Three things to carefully consider when you invest in a (impact) debt fund

As a practitioner of impact investing, I have seen a multitude of fund proposals with debt investments as core focus – more commonly called “debt funds”. What do they have in common and what do you need to get right when assessing them?

The rationale behind debt funds:  While some of them might also conduct a limited number of equity investments, their main investment strategy consists in providing (private) debt to businesses and financial institutions in emerging and low-income countries. The value proposition of such funds varies across markets and sectors, but fund managers usually highlight: 1) diversification into lower risk investment products, 2) the need for debt to high growth companies not only thirsty for leverage but eager to build a lending track record. For Limited Partners like development banks, it offers a great impact opportunity to reach clients that are too small and/or to aggregate small opportunities into large investments that fit both policy objectives and transaction costs. To make it a bit clearer: as an impact investor, if I want to gain large exposure to financial institutions active in climate business, it is probably more efficient to do it on a fund level, since bilateral opportunities are often too small to be worth the effort. Actually, many debt funds are more driven by the needs of the investors – who are struggling to find sufficiently large opportunities – than the ones of the market. Whatever your reason to invest or structure one, below I list a few things  that I believe are essential to look at when assessing one:

1)The expected return: is of course probably less than equity funds, as the underlying investment is supposed to be of lower risk. The tricky part, however, is that you are in fact taking a capital share in a fund but getting debt-like returns. It is equity-like risk in some sense, because i) you have no recourse on the fund ii) you rarely get a fixed repayment schedule and iii) you have no guaranteed income. On the other hand, you get a debt-like return that is subject to a few cuts, that go to cover the operational costs and the compensation of the fund managers. The risk-return picture is therefore rarely favorable to the investor (Limited Partner) on paper. You can use the below terms to reach an agreement that is a bit more attractive:

  • Put a condition on the minimum margin of the portfolio loans;
  • Push down the management fees. Fair ones should be around 50-75 bps, while incentivizing the manager to optimize the underlying margins;
  • Structure the fund as different “layers” of shares with corresponding annual dividends;

2) Sourcing and investment policy: The question to always ask is why would a company get a loan from a debt fund based in Amsterdam, Washington DC or Singapore, instead of getting it from the nearby bank? Are the managers more knowledgeable than local banks? What is their value add? Are they able to offer more flexible terms? How do they avoid adversely selecting bad prospects?
What you usually see is that debt funds are not as strictly regulated as local banks so they can indeed offer more flexible products (no collateral, longer terms) that add real value to the market without the rigidity of regulated banks. They might also be able to offer “venture debt” to companies that are not mature enough for commercial banks. Some might actually partner with local banks and invest alongside them.
Another question is why invest through a fund and not directly? Make sure to reflect this in the investment policy: geographies, company stages, investment sizes, sectors and impact should be complementary to your own investment activities. Unfortunately, it happens too often that, as LP, you find yourself crowded out by your own funds.

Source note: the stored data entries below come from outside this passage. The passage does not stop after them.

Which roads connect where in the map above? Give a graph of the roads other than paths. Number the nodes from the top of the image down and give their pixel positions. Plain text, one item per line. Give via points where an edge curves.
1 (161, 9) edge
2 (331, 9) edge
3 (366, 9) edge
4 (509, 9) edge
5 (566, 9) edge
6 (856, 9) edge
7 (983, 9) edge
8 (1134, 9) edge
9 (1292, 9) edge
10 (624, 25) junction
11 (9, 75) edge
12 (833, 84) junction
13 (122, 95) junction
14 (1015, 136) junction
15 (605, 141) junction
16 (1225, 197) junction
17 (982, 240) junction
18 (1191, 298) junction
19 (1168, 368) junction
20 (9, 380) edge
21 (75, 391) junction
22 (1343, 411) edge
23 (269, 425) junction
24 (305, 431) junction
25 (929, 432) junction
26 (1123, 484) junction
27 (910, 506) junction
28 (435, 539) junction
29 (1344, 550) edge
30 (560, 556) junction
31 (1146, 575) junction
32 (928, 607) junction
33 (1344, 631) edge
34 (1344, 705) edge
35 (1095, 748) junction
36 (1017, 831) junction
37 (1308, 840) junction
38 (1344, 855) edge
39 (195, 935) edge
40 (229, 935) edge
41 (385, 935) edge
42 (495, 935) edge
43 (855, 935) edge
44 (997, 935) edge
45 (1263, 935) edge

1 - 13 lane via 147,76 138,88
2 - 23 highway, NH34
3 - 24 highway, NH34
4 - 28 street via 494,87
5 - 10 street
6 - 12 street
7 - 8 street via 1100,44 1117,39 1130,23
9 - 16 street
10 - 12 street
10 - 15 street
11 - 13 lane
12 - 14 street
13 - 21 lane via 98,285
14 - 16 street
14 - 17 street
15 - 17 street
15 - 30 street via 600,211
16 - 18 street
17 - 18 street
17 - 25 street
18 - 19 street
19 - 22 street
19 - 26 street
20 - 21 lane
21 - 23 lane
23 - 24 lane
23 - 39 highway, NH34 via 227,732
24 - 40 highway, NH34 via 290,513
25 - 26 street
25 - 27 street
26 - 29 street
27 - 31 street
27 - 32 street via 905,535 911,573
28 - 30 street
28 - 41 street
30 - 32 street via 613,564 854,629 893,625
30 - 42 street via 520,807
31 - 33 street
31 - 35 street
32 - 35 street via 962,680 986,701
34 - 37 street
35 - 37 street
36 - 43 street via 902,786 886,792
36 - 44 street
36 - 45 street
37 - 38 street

3) Reinvestment: Some of the underlying loans can be short term. Will you allow the fund managers to reinvest the proceeds into new loans? Or repay your investment as soon as possible? This really depends on your alternatives. What would you do with the cash-flow? Is the IRR higher if you get the proceeds at once at the end of the fund life?

Some of the above might be obvious. I have not touched on the other classic clauses (Governance, Conflicts etc) that should not be different from the usual PE fund. I hope this helps and that you can do something with it! And please do share other important attention points according to your experience!